The second picture from writer-director Babak Anvari, all fans of his debut Under the Shadow [short review] will know what to expect: a nerve-shredding slowburn with atmosphere in buckets. The sound design played a big part in the terror (just like in his debut feature). The performances from our leads Arnie Hammer and his on-screen wife Carrie (Dakota Johnson) are highly believable. I felt sucked into the world of this increasingly burnt out down-and-outer as his life spirals to the gutter.

And if you are a fan of Under the Shadow [long review] you will know what else to expect: a film that collapses after Act One. Just as Under the Shadow was all set-up, never really delivering on its promise, Wounds also gives us a lot of hope for an immense film, but just goes nowhere. Despite being involved in the world in front of me, I realised we were forty-five minutes in and we were still at the set-up, five minute mark in a normal film. Worse than this overly long set up, there is no properly developed Act Two, no finale, and the film just goes nowhere. Nothing is tied up nor made to make sense. For example, Carrie is increasingly being affected by the evil, mesmerised by a truly disturbing portal, but that plot thread sadly goes nowhere; how can that be?? Some hail this type of thing this as ‘open-ended and subtle’, but it really isn’t. It’s the sign of a filmmaker self-indulgently (although understandably) revelling in the world he’s created instead of doing something with the world he’s created.
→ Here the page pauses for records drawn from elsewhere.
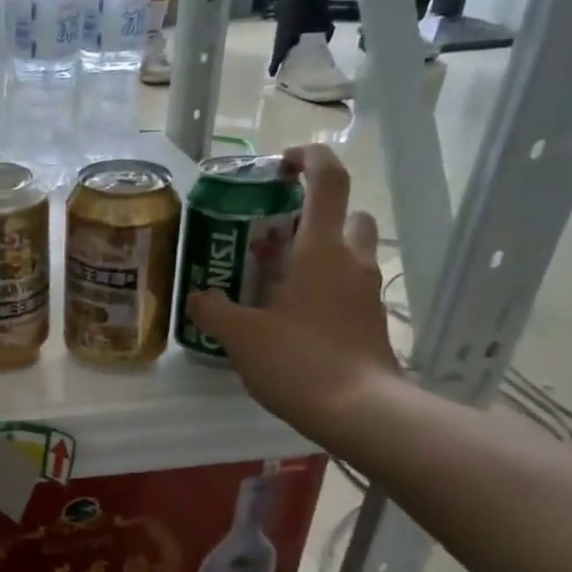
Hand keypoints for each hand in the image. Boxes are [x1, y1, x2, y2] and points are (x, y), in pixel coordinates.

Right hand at [185, 145, 401, 445]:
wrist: (361, 412)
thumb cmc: (299, 361)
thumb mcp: (242, 336)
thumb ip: (214, 310)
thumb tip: (199, 296)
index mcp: (321, 249)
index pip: (327, 180)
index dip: (308, 159)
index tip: (281, 165)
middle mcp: (351, 261)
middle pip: (347, 215)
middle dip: (316, 216)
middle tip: (277, 238)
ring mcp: (367, 293)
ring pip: (350, 253)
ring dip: (320, 254)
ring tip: (279, 281)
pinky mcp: (372, 322)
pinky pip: (349, 288)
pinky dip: (326, 290)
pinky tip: (293, 319)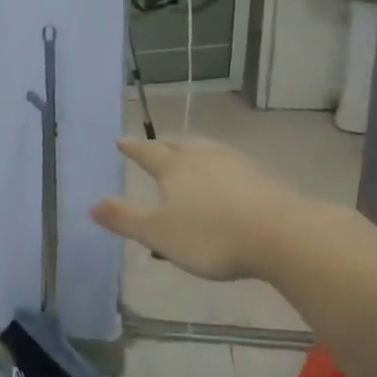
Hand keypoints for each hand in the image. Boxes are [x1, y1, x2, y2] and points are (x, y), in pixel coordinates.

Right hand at [90, 136, 332, 282]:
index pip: (146, 152)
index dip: (132, 148)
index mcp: (174, 166)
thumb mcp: (159, 233)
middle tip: (155, 149)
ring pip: (207, 151)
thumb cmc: (212, 235)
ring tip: (189, 162)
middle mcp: (203, 155)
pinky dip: (220, 171)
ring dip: (194, 154)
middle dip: (164, 146)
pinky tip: (227, 184)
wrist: (285, 235)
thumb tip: (91, 204)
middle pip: (179, 144)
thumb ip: (124, 218)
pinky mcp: (263, 177)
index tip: (121, 141)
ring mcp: (236, 163)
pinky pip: (231, 167)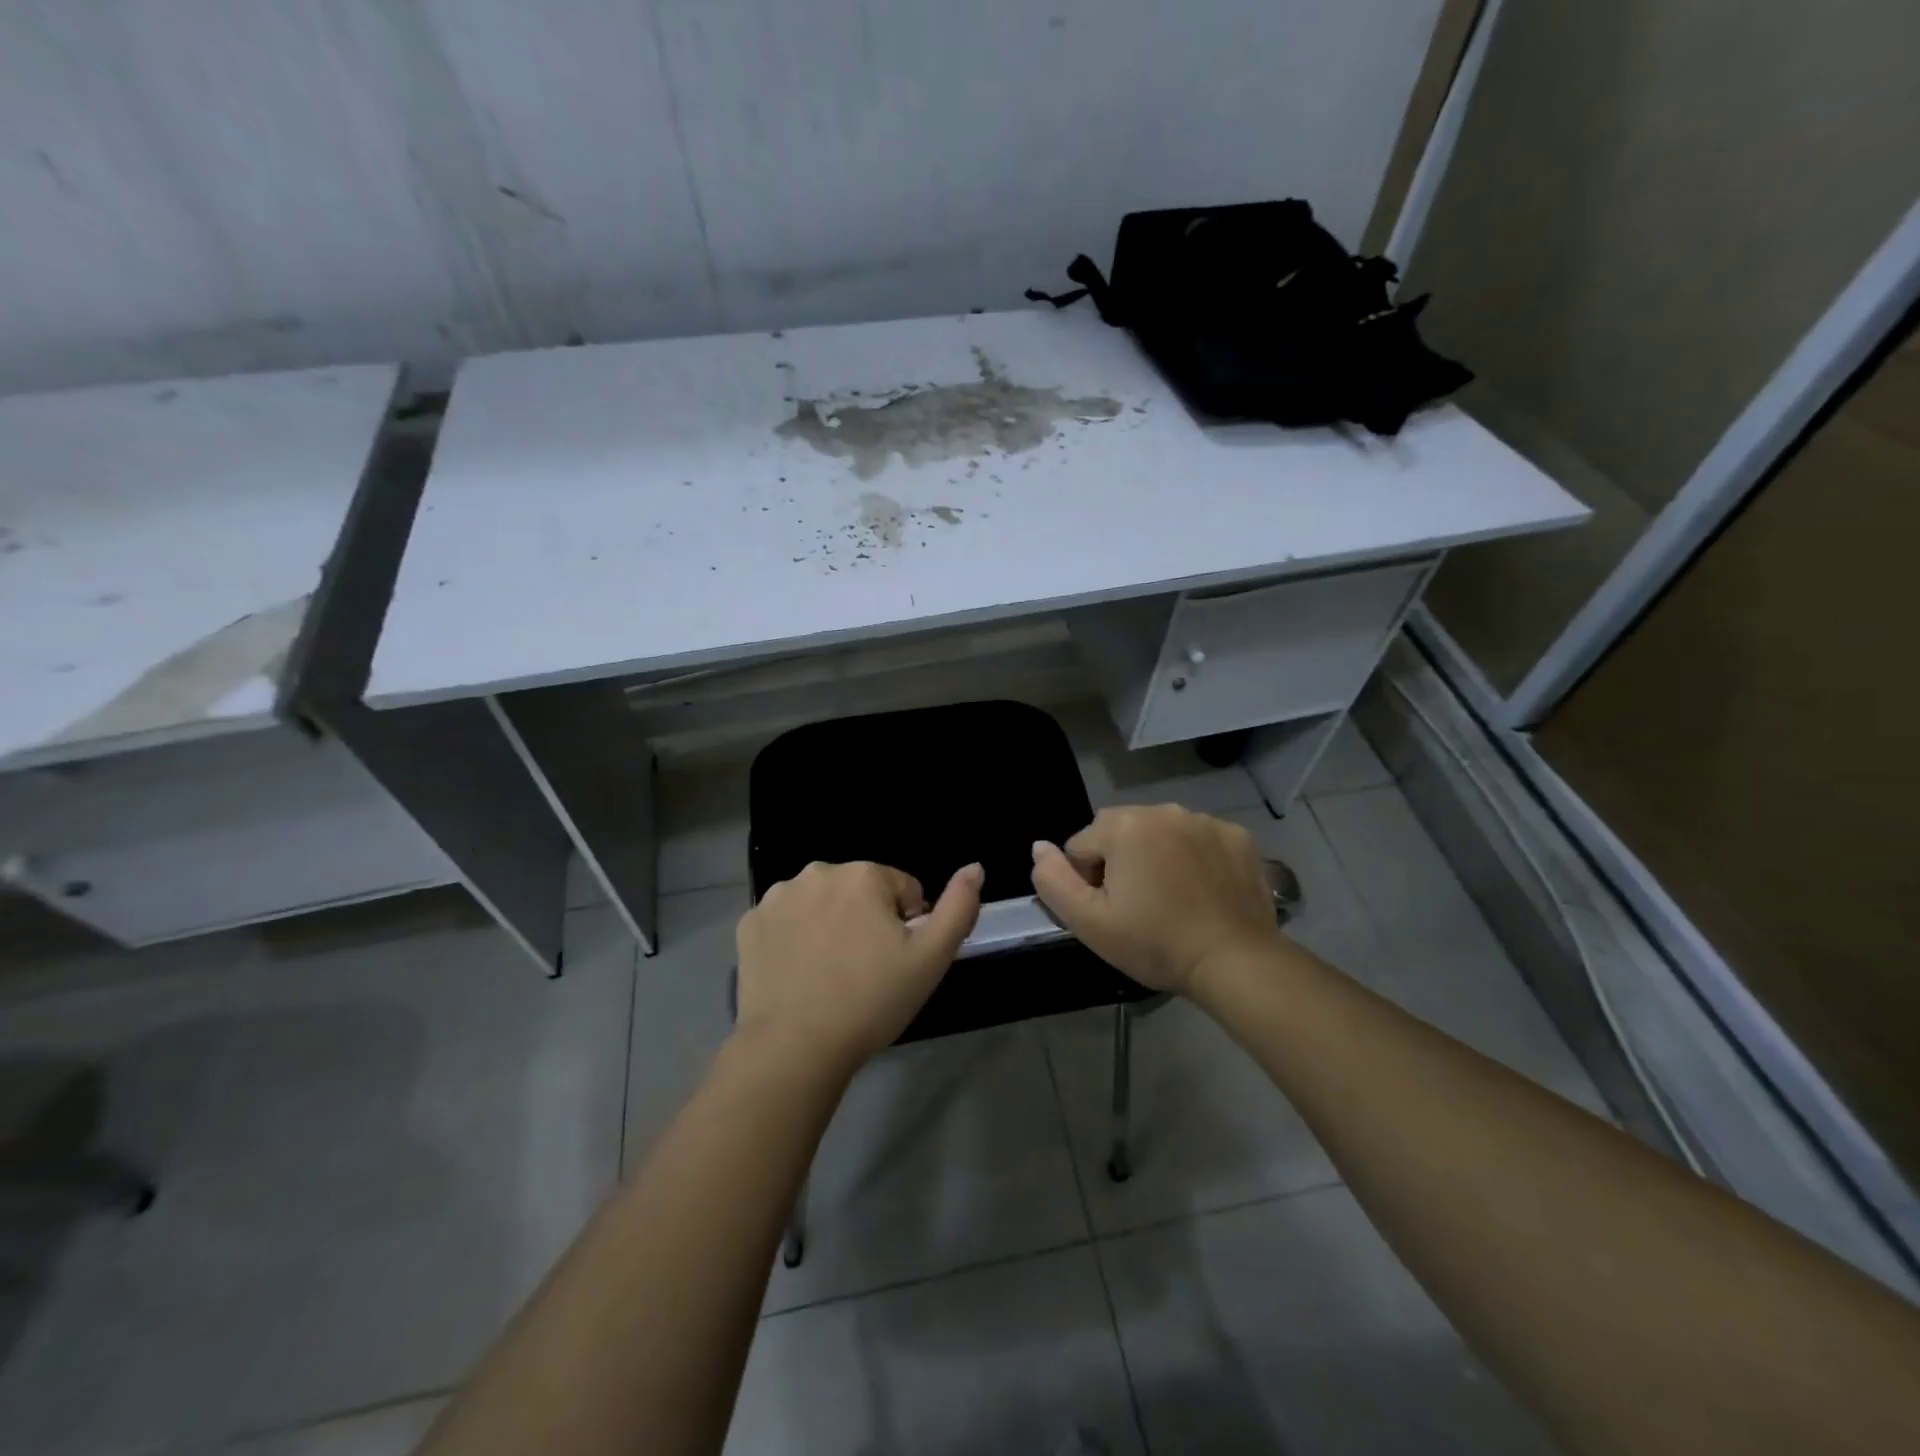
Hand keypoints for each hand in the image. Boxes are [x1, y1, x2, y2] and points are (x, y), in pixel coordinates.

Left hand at [734, 860, 982, 1074]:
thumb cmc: (871, 1001)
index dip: (906, 927)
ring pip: (821, 903)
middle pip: (860, 892)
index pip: (903, 891)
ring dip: (830, 925)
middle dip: (868, 920)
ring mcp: (777, 896)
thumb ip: (958, 907)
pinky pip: (785, 921)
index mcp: (864, 875)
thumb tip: (975, 867)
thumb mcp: (931, 959)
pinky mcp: (749, 923)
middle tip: (865, 971)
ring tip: (830, 975)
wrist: (793, 1048)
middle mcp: (819, 872)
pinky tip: (798, 973)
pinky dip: (793, 938)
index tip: (895, 963)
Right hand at [1030, 805, 1284, 995]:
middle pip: (1119, 832)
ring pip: (1159, 832)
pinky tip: (1203, 890)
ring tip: (1172, 899)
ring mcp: (1205, 820)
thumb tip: (1038, 847)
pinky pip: (1198, 838)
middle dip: (1120, 861)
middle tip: (1138, 906)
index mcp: (1123, 826)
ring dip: (1156, 855)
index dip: (1087, 882)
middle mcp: (1162, 810)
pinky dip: (1194, 857)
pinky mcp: (1237, 836)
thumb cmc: (1155, 942)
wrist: (1234, 961)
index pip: (1081, 846)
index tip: (1110, 912)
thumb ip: (1053, 881)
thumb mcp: (1089, 922)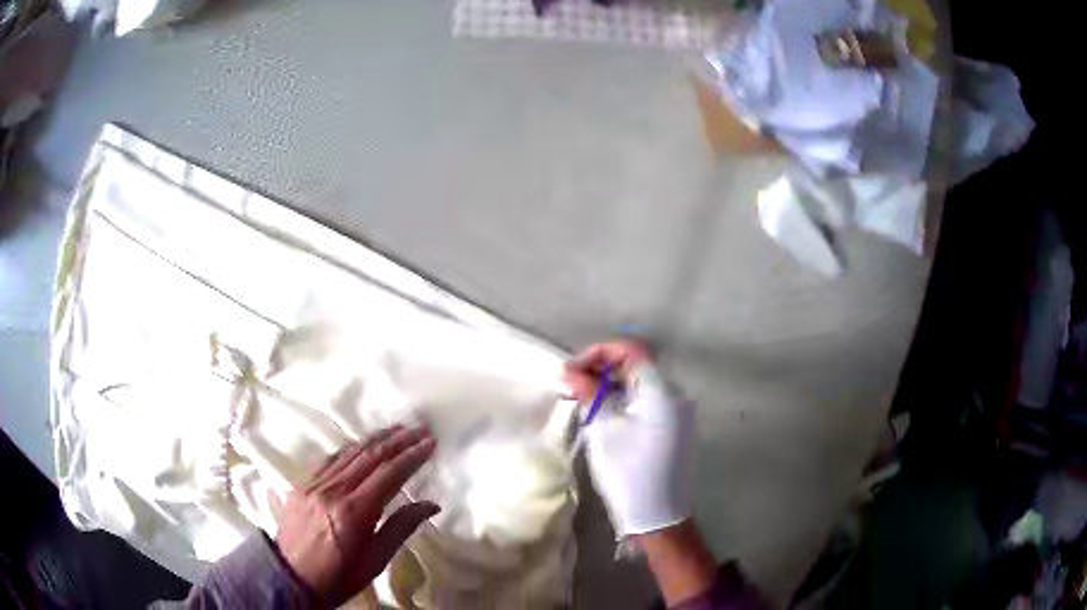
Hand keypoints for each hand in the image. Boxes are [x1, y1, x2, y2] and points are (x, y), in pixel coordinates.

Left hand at [274, 426, 438, 606]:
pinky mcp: (301, 484)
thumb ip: (401, 528)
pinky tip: (361, 444)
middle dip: (398, 440)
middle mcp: (333, 490)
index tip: (431, 442)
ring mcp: (314, 484)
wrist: (290, 578)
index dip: (412, 456)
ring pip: (349, 453)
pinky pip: (329, 459)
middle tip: (420, 428)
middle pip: (370, 456)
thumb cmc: (339, 577)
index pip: (389, 474)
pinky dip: (350, 448)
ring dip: (375, 438)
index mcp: (354, 511)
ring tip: (397, 429)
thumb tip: (431, 504)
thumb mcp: (375, 561)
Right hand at [563, 340, 696, 536]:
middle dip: (603, 366)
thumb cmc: (628, 473)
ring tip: (584, 398)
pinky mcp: (675, 426)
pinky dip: (625, 397)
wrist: (658, 516)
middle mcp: (675, 394)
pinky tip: (605, 412)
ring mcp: (678, 411)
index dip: (599, 352)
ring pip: (642, 381)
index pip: (631, 349)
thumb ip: (588, 393)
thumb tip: (571, 370)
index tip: (572, 370)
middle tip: (573, 383)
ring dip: (612, 382)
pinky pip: (649, 399)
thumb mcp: (603, 430)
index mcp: (660, 391)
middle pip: (638, 362)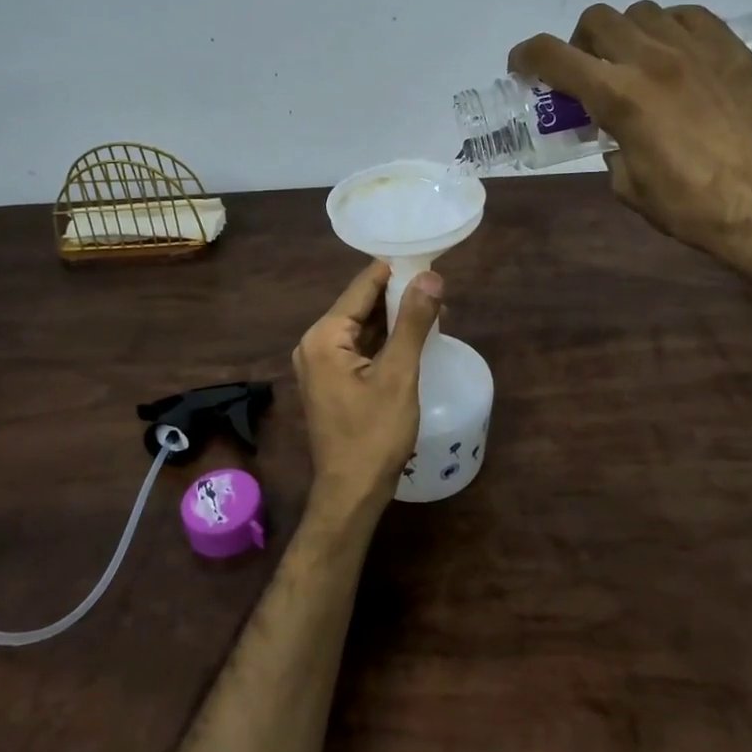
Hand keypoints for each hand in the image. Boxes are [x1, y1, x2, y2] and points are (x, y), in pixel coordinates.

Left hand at [292, 260, 441, 526]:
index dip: (394, 271)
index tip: (426, 258)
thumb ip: (413, 322)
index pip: (361, 288)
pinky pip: (359, 348)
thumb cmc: (374, 435)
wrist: (351, 493)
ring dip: (393, 319)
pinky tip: (411, 337)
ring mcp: (320, 364)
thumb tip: (430, 277)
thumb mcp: (399, 375)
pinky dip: (384, 341)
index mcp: (324, 336)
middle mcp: (314, 344)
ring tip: (433, 307)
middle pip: (360, 306)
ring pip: (361, 328)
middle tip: (437, 286)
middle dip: (397, 296)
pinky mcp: (331, 381)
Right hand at [509, 1, 751, 306]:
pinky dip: (667, 29)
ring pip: (640, 13)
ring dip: (624, 34)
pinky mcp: (731, 48)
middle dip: (579, 43)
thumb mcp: (626, 184)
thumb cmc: (690, 206)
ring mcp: (695, 48)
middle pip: (595, 20)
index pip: (552, 55)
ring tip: (634, 64)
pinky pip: (686, 16)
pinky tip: (674, 57)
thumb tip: (612, 130)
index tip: (523, 68)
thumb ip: (609, 144)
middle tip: (587, 73)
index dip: (526, 57)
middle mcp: (651, 59)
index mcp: (618, 96)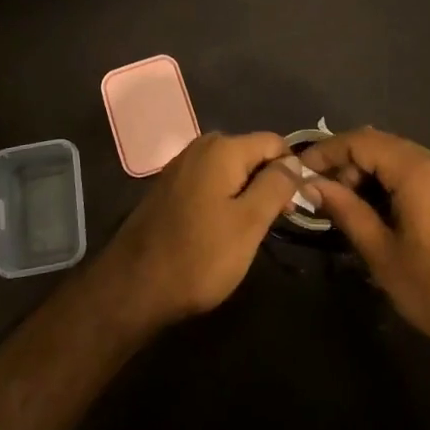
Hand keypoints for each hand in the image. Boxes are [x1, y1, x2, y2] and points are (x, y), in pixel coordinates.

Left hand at [103, 131, 294, 327]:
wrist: (133, 287)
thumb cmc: (199, 256)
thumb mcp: (249, 223)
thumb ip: (276, 185)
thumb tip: (295, 161)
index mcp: (222, 148)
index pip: (274, 142)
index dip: (291, 170)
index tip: (296, 206)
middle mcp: (201, 147)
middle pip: (251, 153)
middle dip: (268, 182)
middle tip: (274, 222)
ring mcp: (181, 166)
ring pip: (231, 170)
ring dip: (246, 193)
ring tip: (250, 231)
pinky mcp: (170, 187)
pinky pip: (210, 182)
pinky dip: (224, 199)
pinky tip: (221, 230)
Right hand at [301, 127, 429, 362]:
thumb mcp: (383, 255)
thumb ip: (346, 211)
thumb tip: (312, 184)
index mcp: (421, 171)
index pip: (363, 140)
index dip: (327, 151)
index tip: (300, 171)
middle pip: (383, 145)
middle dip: (347, 163)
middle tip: (322, 195)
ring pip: (402, 158)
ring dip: (370, 174)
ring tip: (346, 206)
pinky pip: (422, 174)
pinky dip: (394, 183)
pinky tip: (380, 212)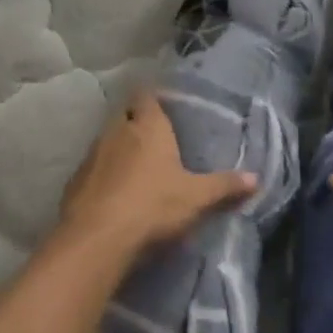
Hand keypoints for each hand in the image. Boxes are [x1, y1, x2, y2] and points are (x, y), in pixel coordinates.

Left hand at [60, 93, 255, 258]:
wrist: (98, 238)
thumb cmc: (153, 206)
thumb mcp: (196, 198)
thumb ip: (224, 186)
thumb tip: (256, 178)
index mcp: (148, 126)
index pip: (146, 95)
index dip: (153, 97)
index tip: (163, 104)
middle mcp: (117, 130)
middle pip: (125, 115)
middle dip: (135, 122)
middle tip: (153, 137)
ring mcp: (93, 154)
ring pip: (106, 140)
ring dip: (117, 148)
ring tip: (134, 166)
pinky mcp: (75, 180)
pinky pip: (92, 168)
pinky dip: (101, 174)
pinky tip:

Anvari is clearly a talented filmmaker with a unique and disturbing vision. However, I strongly suggest he not take screenwriting duties for the next movie. Sure, we all want to be singer-songwriter, but some folks just aren’t cut out for it (see: David Gilmore). Likewise, Anvari should get a writer on board who can fulfil his undoubtedly powerful and frightening vision. I look forward to experiencing that picture.

Strong on atmosphere, light on plot, vacant of ending.